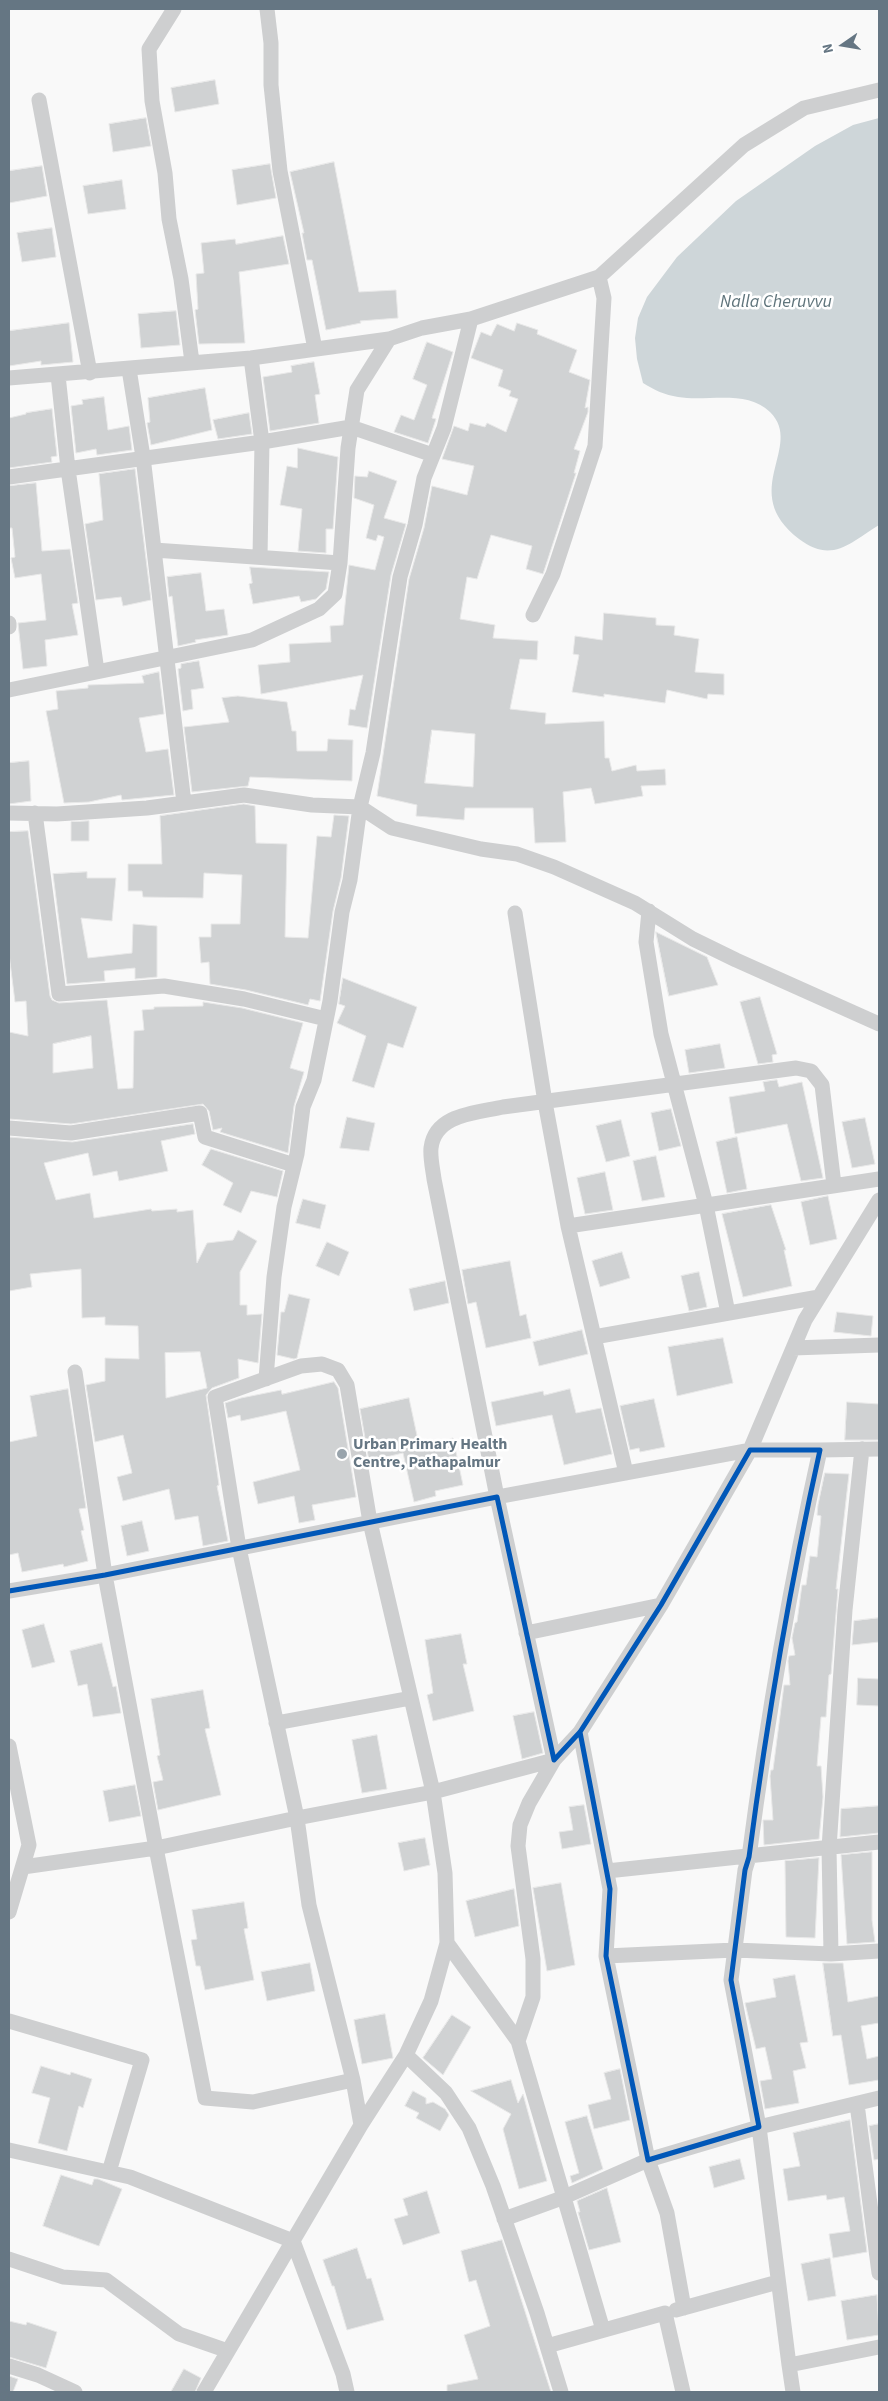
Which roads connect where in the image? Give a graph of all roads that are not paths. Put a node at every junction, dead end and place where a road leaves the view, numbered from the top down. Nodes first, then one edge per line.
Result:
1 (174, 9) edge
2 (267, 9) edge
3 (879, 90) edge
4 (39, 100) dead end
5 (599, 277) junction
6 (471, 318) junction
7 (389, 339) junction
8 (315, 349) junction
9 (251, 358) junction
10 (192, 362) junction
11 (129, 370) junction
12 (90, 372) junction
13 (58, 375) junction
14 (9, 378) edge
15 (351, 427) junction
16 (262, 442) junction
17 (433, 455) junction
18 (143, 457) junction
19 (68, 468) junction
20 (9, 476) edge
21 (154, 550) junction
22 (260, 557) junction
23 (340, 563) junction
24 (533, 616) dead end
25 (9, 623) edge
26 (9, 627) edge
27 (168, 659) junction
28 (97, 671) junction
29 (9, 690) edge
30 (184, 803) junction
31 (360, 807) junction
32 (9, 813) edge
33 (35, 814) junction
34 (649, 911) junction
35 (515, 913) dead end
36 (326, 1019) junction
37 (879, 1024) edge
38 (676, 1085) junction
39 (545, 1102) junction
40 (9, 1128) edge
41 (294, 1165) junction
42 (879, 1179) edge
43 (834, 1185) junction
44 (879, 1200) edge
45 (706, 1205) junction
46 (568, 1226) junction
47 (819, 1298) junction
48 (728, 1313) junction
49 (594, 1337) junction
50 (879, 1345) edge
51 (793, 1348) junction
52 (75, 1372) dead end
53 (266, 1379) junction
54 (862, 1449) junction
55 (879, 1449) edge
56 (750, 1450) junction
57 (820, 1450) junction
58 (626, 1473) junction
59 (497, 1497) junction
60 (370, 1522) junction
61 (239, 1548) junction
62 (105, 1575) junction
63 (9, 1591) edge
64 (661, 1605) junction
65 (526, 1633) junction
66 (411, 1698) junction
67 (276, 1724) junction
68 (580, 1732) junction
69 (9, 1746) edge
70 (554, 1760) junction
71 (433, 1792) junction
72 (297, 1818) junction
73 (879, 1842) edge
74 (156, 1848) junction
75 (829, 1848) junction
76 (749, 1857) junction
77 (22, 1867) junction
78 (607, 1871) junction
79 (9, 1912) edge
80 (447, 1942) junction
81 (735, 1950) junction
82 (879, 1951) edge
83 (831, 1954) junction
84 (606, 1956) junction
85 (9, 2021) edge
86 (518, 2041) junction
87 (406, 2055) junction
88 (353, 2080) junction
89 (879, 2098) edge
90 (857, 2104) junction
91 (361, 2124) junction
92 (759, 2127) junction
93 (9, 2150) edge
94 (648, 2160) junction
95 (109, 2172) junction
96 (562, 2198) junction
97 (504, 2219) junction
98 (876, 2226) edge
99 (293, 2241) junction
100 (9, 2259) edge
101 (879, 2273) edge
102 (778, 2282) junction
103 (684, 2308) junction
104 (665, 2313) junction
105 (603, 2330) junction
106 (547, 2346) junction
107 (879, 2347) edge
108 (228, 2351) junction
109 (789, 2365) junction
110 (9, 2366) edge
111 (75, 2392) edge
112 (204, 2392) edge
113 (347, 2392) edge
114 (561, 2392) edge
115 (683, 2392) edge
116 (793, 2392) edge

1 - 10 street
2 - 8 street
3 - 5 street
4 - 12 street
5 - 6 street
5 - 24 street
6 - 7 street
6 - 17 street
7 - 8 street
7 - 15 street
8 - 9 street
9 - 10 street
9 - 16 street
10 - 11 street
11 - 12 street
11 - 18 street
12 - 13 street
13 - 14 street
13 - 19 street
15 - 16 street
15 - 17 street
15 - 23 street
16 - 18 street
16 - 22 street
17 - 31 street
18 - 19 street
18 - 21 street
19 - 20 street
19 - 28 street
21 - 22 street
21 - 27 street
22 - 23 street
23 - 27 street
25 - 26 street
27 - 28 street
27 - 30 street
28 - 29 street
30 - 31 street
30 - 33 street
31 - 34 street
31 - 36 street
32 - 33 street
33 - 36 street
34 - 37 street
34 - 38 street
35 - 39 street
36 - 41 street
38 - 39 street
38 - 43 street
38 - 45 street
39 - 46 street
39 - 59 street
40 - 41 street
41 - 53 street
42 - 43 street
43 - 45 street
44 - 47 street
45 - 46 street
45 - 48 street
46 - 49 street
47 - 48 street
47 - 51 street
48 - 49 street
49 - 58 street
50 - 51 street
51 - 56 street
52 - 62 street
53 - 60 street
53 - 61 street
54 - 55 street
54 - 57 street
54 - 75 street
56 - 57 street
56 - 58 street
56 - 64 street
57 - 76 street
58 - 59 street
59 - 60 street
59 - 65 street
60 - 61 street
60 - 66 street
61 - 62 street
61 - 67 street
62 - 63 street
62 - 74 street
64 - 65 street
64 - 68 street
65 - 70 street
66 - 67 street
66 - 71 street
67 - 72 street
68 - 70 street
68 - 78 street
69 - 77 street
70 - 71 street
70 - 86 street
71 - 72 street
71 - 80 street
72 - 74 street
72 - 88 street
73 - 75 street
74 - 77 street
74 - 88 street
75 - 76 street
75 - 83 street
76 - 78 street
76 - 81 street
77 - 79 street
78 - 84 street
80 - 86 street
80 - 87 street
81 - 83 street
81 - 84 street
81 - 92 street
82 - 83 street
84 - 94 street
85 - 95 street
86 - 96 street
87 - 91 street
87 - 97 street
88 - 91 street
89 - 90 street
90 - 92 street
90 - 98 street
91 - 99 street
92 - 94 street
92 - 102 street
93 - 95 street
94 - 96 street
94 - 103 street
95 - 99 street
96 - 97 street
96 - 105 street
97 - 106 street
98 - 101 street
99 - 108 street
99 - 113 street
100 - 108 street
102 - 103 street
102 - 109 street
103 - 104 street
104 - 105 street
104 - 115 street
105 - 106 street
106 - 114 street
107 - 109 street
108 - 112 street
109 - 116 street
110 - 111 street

-=-=-

EXERCISE GOAL – Look through the data above for the word "dead". Report each line where it occurs.

REPLY –
Which roads connect where in the image? Give a graph of all roads that are not paths. Put a node at every junction, dead end and place where a road leaves the view, numbered from the top down. Nodes first, then one edge per line.
4 (39, 100) dead end
24 (533, 616) dead end
35 (515, 913) dead end
52 (75, 1372) dead end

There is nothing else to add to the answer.